Search the lines of the records for the word "points", and copy every line that has it.

━━ Data for this task ━━

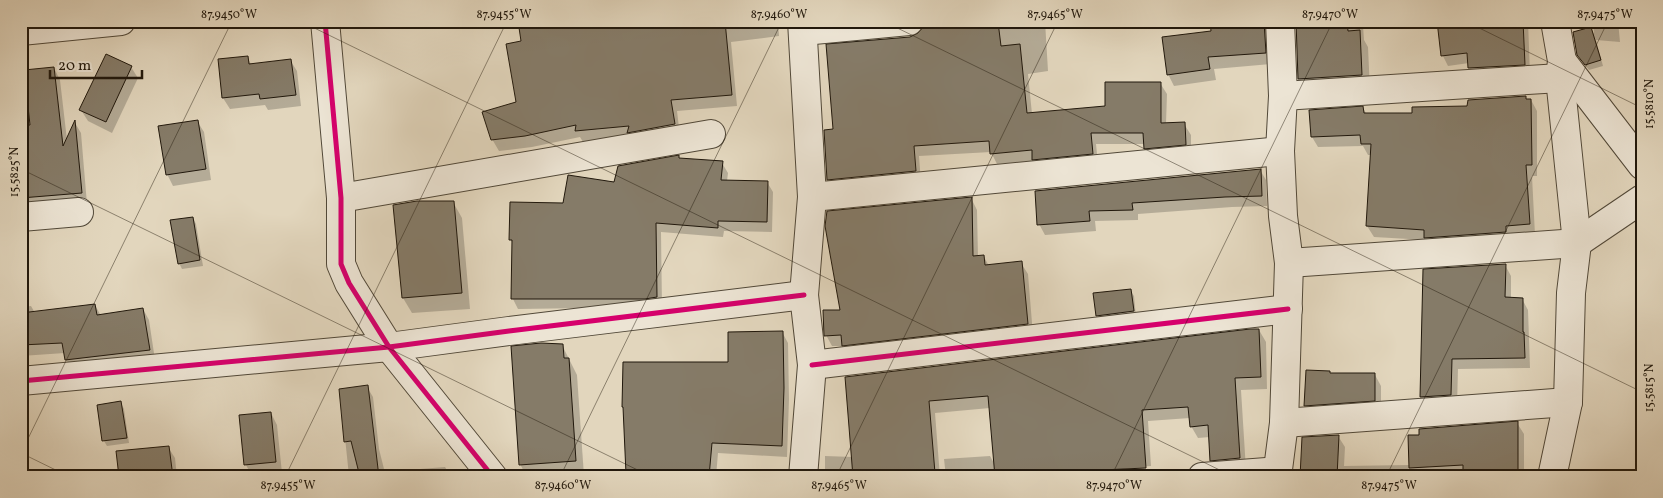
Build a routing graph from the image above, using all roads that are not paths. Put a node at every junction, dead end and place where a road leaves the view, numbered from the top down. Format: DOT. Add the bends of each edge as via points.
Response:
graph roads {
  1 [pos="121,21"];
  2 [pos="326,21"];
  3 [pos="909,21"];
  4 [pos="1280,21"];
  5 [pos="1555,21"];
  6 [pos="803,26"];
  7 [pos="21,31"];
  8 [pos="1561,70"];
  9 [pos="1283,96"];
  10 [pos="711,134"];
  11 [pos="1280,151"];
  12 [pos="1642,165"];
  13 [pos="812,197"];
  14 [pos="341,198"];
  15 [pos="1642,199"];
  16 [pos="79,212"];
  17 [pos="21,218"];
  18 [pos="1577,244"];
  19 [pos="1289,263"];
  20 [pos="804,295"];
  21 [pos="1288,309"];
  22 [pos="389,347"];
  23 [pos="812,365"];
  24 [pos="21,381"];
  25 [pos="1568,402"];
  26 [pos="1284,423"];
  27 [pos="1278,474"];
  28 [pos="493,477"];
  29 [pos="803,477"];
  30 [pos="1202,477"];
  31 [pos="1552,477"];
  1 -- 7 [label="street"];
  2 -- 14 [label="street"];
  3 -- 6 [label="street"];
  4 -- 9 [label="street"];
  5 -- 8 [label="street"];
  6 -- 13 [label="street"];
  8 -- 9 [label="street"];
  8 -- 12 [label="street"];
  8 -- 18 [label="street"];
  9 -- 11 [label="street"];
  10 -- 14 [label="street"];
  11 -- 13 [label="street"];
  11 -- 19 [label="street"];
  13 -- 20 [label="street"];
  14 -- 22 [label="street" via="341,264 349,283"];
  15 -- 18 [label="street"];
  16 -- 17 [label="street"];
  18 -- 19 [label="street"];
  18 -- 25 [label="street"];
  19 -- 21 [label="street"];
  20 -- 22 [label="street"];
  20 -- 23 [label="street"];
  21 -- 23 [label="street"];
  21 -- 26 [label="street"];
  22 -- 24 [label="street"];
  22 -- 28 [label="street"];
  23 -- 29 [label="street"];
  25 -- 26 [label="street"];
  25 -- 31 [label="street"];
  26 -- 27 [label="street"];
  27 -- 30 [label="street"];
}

━━━
━━ Data for this task ━━

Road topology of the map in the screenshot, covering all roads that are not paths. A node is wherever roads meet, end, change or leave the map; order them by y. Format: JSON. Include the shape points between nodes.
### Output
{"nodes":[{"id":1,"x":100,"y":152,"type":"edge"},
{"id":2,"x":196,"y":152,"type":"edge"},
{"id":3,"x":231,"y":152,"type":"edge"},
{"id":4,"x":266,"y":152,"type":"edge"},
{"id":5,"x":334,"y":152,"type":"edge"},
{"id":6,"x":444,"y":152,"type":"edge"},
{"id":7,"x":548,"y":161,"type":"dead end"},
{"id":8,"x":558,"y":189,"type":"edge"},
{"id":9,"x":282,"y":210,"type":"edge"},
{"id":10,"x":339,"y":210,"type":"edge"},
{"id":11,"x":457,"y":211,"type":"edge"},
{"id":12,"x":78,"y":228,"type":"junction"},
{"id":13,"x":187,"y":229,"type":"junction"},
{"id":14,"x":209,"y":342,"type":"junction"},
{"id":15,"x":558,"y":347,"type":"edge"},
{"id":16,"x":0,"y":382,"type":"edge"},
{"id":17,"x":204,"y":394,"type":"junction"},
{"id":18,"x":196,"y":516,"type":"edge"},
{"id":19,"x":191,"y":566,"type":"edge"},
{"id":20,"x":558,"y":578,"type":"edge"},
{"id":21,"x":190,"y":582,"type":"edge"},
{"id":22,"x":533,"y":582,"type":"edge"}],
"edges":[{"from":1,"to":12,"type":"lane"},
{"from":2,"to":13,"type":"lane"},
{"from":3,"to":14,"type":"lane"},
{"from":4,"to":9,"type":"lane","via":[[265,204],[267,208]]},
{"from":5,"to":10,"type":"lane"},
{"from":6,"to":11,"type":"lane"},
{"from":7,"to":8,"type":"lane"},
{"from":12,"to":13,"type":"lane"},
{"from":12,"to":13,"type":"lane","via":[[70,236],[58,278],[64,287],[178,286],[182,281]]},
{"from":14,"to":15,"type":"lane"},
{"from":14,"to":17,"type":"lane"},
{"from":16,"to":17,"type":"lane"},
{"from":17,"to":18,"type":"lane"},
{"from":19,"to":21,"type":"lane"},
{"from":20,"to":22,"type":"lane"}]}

━━━
━━ Data for this task ━━

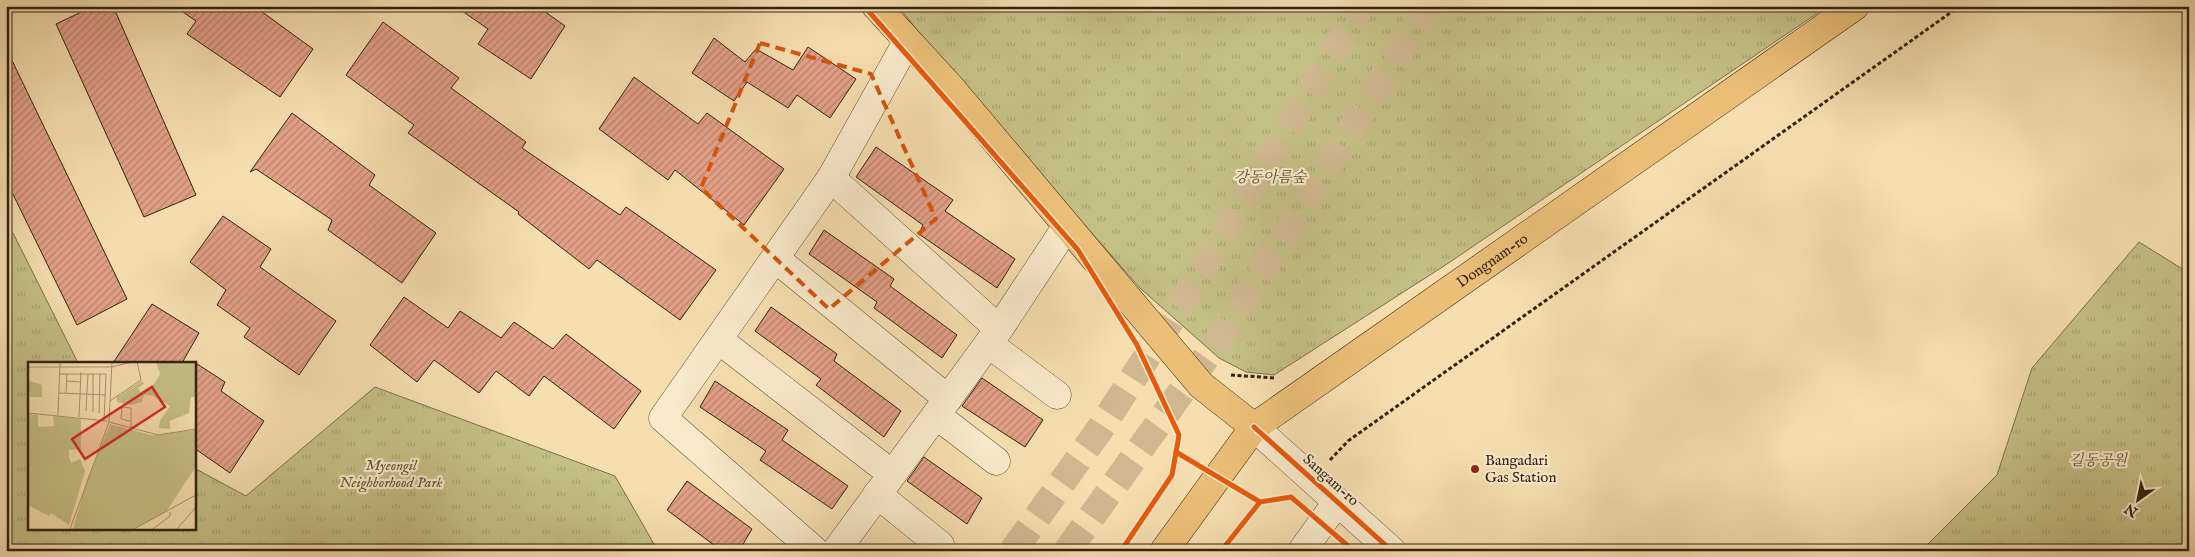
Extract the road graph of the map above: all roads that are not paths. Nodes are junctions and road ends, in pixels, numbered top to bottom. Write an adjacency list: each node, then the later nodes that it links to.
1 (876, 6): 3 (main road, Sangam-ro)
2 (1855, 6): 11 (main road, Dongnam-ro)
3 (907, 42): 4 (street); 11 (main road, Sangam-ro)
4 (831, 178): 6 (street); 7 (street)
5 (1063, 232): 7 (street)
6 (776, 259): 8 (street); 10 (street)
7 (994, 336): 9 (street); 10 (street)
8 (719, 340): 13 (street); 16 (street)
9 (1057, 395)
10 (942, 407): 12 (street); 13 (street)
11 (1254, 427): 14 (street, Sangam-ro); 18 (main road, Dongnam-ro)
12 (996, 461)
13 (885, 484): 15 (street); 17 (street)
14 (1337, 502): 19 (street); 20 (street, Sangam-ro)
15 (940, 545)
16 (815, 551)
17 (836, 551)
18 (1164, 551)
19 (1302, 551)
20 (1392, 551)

━━━

→ Exercise solution
Build a routing graph from the image above, using all roads that are not paths. Put a node at every junction, dead end and place where a road leaves the view, numbered from the top down. Format: DOT. Add the bends of each edge as via points.
Road topology of the map in the screenshot, covering all roads that are not paths. A node is wherever roads meet, end, change or leave the map; order them by y. Format: JSON. Include the shape points between nodes.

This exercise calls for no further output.